Interesting but it doesn't get to the bigger picture in the way I would have liked
I've been catching up on my Louis Theroux recently and have seen some very strong films from him in the last few weeks, so perhaps that is part of the reason that I felt disappointed in this one. Theroux's approach is usually to try and draw his subjects out and in some cases he has made great films doing this; the last one I watched being Miami Megajail which did a great job of presenting questions and information to the viewer on the subject at hand. With Medicated Kids though, I didn't think he managed to pull that off even though the researchers had done well to get him access to some good subjects here. This is only half the battle but actually in this regard the film is pretty good.

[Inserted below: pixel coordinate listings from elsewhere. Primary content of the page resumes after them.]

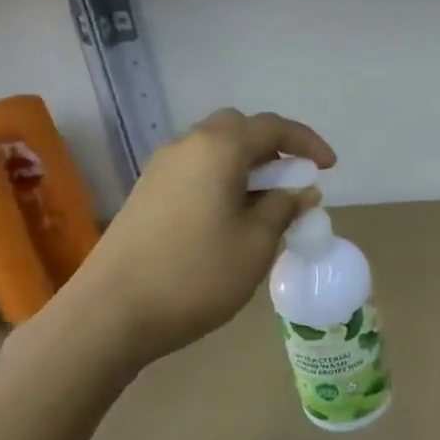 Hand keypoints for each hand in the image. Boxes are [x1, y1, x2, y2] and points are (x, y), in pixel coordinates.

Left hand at [62, 109, 332, 368]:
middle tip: (291, 181)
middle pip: (238, 129)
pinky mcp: (145, 192)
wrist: (110, 312)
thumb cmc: (196, 274)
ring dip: (245, 166)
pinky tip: (229, 219)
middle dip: (272, 149)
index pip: (272, 127)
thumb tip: (300, 189)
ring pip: (214, 150)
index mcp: (218, 148)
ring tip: (265, 205)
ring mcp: (160, 168)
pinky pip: (195, 171)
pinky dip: (221, 180)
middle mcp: (187, 145)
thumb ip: (283, 208)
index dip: (307, 142)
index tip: (329, 167)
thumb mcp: (256, 244) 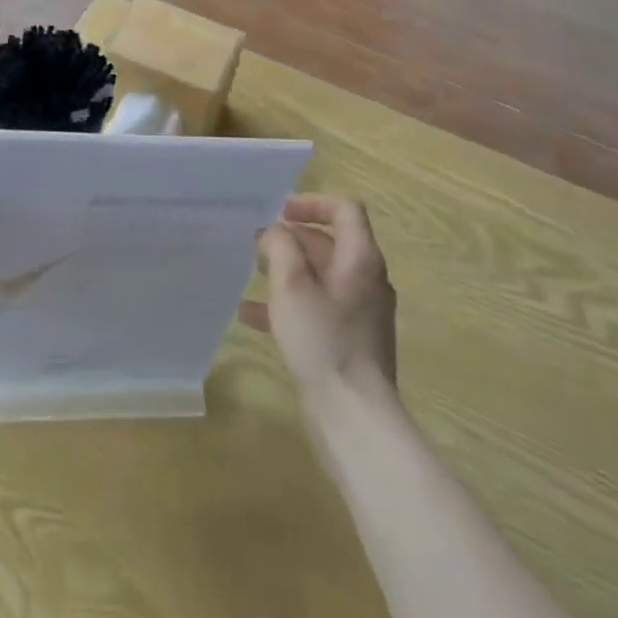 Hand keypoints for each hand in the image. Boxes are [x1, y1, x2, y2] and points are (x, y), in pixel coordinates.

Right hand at [245, 195, 397, 404]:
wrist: (353, 414)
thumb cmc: (322, 338)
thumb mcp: (292, 283)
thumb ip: (281, 246)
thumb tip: (275, 232)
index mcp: (360, 258)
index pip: (345, 209)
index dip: (313, 202)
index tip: (280, 212)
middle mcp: (366, 279)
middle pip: (331, 242)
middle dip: (292, 238)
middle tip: (257, 243)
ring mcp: (361, 312)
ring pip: (321, 277)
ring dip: (287, 270)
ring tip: (252, 273)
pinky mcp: (350, 340)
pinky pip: (318, 308)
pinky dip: (289, 303)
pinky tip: (251, 316)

We see the kids struggling but more worryingly we see them (and everyone) using the vocabulary of diagnoses in the way that members of a cult can often all talk the same sort of way because they have been taught a common language. This is uncomfortable because of that comparison but it is also more uncomfortable to hear the kids talking about themselves in terms of being a patient rather than a person. We see the parents going through it as well with their kids and it is clear that they have "difficult" kids – whether they are 'broken' or in need of treatment I don't know but for sure they have their hands more than full every single day. The film doesn't really provide answers of course but it does pose a lot of questions and give the viewer a lot of odd feelings about the need to "do something" conflicting with the rather uncomfortable idea of a (for example) 6 year old talking in medical terms about themselves while taking anti-depressants.

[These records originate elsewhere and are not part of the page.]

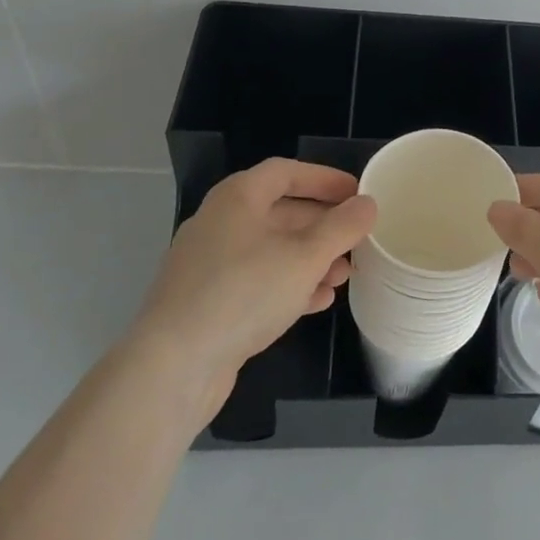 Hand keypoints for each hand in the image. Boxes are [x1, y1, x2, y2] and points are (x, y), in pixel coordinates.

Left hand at [131, 159, 375, 412]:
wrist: (172, 368)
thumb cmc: (244, 293)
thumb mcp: (305, 257)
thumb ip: (342, 227)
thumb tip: (367, 204)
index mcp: (238, 198)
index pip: (286, 172)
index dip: (324, 179)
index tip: (357, 193)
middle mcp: (220, 223)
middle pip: (281, 212)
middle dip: (323, 226)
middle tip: (357, 240)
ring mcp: (210, 265)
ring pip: (271, 250)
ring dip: (310, 259)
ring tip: (344, 276)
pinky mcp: (207, 303)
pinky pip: (256, 282)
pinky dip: (288, 285)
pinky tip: (317, 302)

The problem though is that it doesn't really manage to deliver a complete view particularly well. It certainly manages to indicate something "wrong" somewhere and it gives tastes of the challenges to all those involved but yet it falls short of being a total document with questions cleverly raised across the film. It contrasted too much in my mind with Megajail, because to me that did use interviews and characters to build a really engaging summary of the subject so that although tightly focused on individuals, the bigger picture was clear. For me this film never managed to get to that bigger picture and it is weaker as a result; not weak, but weaker than I would have liked for sure. Still interesting though and it did engage but the subject represents a challenge in terms of structure and delivery and it is a challenge that it never really rises to.